EXERCISE OBJECTIVE - Your answer must be every line of the data below that holds the string "Bessemer", copied exactly.

ENTRIES SUPPLIED -

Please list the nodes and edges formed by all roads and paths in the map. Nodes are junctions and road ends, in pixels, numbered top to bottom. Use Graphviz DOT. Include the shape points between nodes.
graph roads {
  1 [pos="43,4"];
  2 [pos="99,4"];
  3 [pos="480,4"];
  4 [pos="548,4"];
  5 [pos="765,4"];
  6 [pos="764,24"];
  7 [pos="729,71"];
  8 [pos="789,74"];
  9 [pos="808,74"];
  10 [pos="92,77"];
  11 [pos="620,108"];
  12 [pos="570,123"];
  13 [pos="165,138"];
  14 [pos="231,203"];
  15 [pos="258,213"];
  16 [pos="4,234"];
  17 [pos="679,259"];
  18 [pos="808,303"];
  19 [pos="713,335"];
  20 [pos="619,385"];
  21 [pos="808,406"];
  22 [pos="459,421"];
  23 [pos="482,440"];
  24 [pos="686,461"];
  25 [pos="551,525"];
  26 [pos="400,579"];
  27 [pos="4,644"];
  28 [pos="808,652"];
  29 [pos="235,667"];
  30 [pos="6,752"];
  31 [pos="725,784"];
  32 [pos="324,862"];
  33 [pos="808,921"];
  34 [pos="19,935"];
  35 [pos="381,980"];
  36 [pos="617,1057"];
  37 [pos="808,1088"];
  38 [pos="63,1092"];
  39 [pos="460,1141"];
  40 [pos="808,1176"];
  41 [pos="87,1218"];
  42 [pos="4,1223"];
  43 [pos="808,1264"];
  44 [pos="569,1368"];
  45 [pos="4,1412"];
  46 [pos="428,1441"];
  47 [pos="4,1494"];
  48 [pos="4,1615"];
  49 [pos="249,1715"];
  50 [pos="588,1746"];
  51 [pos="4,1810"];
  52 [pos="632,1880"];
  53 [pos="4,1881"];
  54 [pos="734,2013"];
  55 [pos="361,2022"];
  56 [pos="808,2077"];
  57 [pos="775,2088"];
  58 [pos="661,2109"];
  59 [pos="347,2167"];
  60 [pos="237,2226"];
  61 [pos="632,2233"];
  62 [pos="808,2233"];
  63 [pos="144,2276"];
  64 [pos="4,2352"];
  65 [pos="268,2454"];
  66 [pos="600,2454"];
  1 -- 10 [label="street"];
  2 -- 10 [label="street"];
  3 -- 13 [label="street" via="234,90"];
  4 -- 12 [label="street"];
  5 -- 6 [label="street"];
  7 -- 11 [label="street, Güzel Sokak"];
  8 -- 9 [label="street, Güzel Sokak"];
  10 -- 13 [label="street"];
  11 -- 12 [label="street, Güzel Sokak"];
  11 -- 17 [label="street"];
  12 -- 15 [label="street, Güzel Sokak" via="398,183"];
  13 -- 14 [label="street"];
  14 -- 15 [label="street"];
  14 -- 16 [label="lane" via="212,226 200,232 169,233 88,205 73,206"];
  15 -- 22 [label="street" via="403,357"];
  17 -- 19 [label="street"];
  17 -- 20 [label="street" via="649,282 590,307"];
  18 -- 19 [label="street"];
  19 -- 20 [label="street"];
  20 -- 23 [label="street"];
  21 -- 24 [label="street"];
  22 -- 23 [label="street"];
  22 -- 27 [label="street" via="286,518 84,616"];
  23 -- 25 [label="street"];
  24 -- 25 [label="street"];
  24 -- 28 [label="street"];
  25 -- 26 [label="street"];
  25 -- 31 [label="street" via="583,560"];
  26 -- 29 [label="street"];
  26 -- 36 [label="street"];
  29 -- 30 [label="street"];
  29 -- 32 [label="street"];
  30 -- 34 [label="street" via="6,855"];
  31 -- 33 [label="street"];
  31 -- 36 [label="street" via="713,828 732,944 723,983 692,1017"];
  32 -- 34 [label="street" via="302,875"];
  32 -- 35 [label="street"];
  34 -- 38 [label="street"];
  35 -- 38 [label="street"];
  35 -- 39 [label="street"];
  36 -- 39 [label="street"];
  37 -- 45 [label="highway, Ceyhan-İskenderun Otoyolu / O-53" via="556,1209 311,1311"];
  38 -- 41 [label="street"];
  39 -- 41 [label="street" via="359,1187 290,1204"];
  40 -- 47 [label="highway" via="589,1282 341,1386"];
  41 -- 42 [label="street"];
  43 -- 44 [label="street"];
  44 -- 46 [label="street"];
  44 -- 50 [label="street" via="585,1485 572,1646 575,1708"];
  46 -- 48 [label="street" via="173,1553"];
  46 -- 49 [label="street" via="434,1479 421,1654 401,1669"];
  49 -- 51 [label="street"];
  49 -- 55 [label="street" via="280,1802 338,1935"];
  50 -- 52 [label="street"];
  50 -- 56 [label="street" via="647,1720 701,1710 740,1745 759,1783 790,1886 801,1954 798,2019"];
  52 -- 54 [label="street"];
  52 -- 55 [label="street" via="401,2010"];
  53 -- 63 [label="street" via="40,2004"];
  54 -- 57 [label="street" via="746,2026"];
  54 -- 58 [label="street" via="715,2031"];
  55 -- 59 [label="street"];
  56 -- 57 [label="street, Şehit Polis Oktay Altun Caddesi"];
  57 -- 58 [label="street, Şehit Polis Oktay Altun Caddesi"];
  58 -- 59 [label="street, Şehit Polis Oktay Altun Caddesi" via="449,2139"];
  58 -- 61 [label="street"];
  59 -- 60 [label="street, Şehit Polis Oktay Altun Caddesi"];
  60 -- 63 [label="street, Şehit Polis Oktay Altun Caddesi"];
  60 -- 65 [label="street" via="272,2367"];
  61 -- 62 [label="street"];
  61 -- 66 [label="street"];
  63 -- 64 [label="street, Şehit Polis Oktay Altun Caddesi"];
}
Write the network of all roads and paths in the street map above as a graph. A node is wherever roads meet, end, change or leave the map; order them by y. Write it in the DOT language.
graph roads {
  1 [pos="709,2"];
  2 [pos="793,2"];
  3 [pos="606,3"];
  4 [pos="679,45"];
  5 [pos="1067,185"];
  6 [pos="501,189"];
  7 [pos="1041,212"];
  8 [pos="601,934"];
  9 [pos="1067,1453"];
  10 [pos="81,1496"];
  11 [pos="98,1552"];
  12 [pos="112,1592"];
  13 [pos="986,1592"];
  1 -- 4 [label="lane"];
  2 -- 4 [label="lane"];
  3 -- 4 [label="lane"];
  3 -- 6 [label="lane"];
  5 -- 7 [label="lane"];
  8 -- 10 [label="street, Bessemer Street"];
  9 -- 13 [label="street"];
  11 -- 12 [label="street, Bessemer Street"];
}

SOLUTION TO THIS PROBLEM -
  8 -- 10 [label="street, Bessemer Street"];
  11 -- 12 [label="street, Bessemer Street"];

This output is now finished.